Using the data below, return all lines in which "every" appears.
※ ※ ※
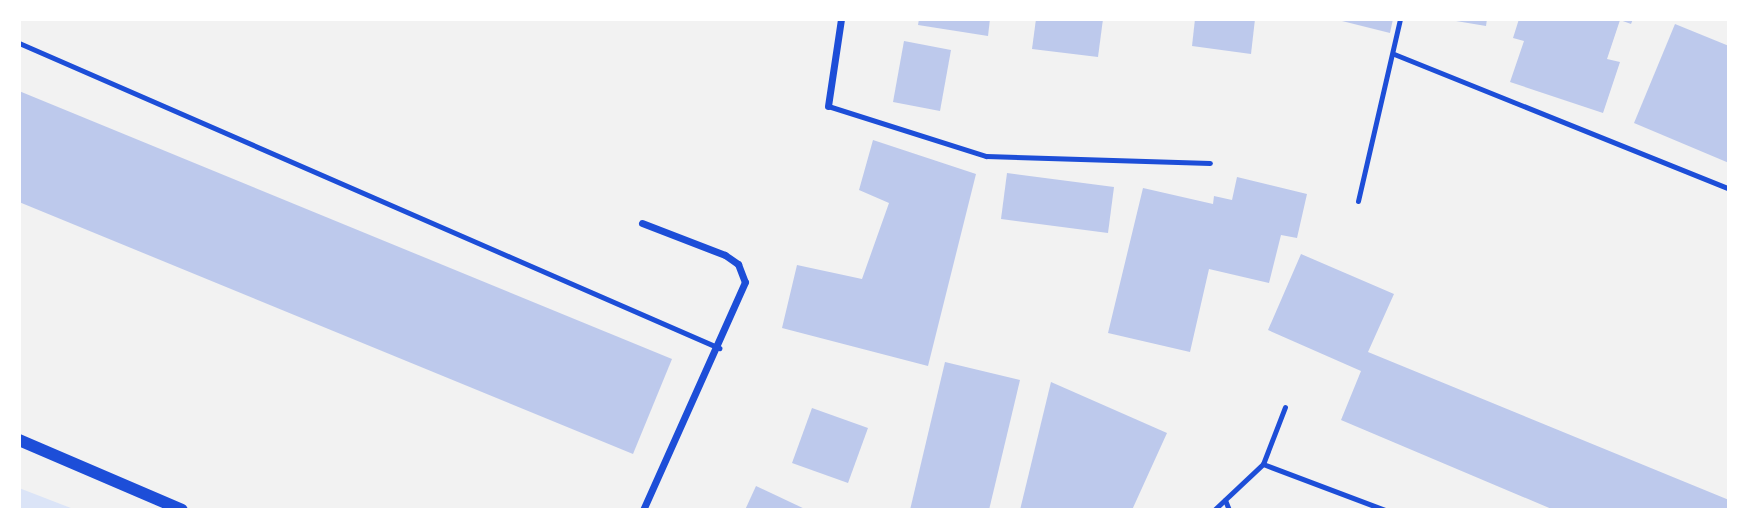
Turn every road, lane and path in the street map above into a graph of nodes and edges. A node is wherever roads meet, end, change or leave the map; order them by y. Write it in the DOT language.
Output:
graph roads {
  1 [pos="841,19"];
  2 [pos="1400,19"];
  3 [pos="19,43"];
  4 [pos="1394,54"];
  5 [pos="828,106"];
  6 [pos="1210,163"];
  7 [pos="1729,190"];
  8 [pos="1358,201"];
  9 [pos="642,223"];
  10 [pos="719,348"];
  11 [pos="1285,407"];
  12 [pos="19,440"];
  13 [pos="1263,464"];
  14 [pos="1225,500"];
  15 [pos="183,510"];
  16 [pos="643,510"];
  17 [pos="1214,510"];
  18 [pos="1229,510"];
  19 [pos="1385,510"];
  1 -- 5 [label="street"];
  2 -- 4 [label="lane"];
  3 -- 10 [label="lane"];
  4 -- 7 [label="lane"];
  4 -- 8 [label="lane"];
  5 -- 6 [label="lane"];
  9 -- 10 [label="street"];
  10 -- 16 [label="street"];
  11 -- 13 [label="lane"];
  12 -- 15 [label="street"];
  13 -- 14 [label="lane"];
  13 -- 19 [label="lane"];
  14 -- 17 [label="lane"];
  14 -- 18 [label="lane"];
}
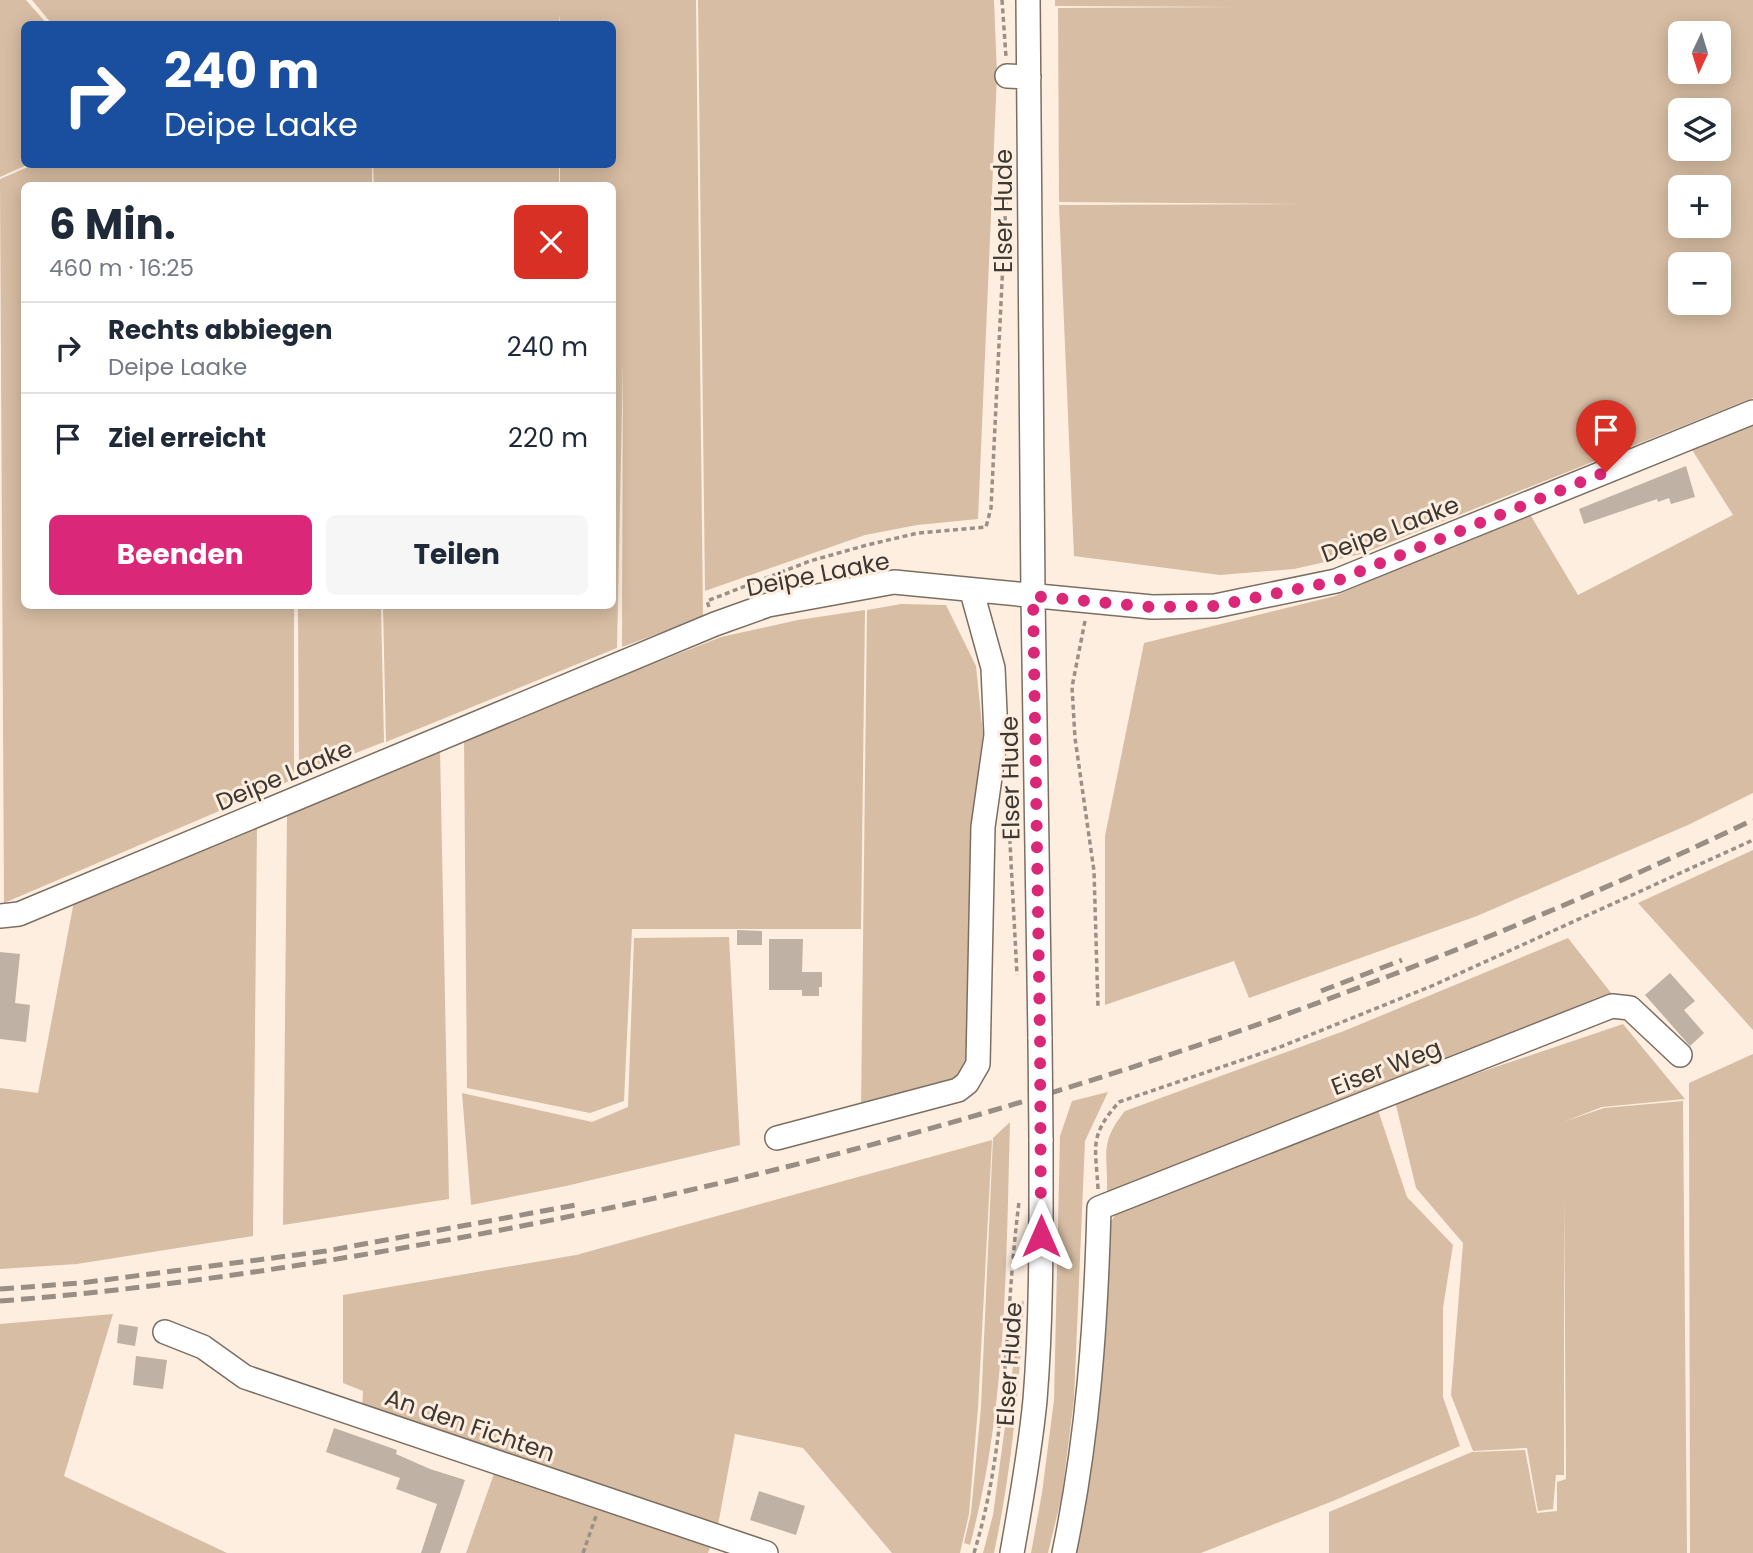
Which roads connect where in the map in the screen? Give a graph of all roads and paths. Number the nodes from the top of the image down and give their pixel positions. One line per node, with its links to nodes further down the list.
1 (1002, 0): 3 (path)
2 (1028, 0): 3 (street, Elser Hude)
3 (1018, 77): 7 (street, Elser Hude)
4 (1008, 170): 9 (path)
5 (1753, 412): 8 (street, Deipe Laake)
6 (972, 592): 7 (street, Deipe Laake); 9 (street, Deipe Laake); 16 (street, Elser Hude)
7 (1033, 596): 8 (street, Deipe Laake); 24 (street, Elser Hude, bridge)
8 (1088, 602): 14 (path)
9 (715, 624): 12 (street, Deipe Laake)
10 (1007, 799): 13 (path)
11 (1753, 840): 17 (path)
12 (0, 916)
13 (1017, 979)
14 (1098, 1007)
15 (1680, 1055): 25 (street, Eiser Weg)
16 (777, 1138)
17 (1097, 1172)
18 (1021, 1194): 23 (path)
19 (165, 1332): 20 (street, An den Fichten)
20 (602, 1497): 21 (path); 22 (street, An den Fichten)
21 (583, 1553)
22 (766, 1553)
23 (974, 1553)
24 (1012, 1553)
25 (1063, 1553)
※ ※ ※
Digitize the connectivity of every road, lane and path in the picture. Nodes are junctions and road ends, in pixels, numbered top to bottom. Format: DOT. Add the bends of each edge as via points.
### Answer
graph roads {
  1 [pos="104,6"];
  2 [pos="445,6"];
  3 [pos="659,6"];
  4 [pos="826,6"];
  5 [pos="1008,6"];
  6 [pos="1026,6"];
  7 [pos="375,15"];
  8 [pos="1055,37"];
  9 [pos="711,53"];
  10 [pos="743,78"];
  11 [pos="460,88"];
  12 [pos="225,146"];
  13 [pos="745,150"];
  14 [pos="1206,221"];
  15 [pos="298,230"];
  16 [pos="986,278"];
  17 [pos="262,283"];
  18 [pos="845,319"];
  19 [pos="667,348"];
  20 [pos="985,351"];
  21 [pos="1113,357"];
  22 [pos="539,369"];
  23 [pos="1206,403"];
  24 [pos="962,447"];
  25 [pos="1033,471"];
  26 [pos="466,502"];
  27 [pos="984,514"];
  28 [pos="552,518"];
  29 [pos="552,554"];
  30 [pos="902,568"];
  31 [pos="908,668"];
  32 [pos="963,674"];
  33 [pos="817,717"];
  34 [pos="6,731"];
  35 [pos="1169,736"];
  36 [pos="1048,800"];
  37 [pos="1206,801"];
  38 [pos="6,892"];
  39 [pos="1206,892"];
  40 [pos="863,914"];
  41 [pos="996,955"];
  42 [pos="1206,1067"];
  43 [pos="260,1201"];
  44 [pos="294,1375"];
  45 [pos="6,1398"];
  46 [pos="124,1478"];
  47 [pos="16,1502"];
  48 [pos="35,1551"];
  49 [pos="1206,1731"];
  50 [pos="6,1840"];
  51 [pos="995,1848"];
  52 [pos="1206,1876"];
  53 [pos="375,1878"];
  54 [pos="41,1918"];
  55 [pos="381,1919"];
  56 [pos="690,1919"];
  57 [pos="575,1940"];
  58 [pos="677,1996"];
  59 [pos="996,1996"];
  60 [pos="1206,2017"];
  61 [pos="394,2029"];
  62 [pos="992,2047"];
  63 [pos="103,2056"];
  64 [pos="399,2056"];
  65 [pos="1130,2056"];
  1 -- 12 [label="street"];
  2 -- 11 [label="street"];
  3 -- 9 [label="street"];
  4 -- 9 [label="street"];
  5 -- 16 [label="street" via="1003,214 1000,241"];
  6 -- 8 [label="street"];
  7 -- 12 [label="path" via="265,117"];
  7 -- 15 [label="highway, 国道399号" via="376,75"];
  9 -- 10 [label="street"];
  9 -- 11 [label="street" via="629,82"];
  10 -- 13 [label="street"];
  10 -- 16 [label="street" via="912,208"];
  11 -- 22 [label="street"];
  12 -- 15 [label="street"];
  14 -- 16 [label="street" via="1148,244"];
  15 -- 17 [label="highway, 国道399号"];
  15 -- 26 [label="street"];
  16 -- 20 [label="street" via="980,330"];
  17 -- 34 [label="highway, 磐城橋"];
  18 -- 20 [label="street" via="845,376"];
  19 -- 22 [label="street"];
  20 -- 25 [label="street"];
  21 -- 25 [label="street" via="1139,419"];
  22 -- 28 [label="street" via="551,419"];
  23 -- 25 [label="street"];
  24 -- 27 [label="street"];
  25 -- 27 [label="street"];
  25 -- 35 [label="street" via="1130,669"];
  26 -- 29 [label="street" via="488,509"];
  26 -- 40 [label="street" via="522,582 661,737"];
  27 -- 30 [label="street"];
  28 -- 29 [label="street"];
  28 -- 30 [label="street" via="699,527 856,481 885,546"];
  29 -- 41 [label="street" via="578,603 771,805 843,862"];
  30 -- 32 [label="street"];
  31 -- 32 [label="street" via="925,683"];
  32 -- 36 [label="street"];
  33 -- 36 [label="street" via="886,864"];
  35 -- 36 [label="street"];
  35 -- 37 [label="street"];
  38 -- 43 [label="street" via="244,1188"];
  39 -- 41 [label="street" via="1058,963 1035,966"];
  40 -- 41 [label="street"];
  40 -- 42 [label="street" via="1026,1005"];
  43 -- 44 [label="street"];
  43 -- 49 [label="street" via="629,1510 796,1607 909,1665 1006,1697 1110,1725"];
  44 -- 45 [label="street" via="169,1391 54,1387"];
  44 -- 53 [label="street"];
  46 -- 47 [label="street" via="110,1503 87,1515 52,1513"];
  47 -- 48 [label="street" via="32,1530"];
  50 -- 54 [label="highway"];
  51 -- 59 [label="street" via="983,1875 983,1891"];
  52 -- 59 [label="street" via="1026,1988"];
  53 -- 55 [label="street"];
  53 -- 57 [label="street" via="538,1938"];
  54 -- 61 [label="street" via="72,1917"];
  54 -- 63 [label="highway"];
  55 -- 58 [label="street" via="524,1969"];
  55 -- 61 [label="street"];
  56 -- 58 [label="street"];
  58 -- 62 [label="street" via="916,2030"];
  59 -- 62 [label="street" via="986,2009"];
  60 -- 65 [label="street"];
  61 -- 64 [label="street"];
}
※ ※ ※
RESULT –
Turn every road, lane and path in the street map above into a graph of nodes and edges. A node is wherever roads meet, end, change or leave the map; order them by y. Write it in the DOT language.
Digitize the connectivity of every road, lane and path in the picture. Nodes are junctions and road ends, in pixels, numbered top to bottom. Format: DOT. Add the bends of each edge as via points.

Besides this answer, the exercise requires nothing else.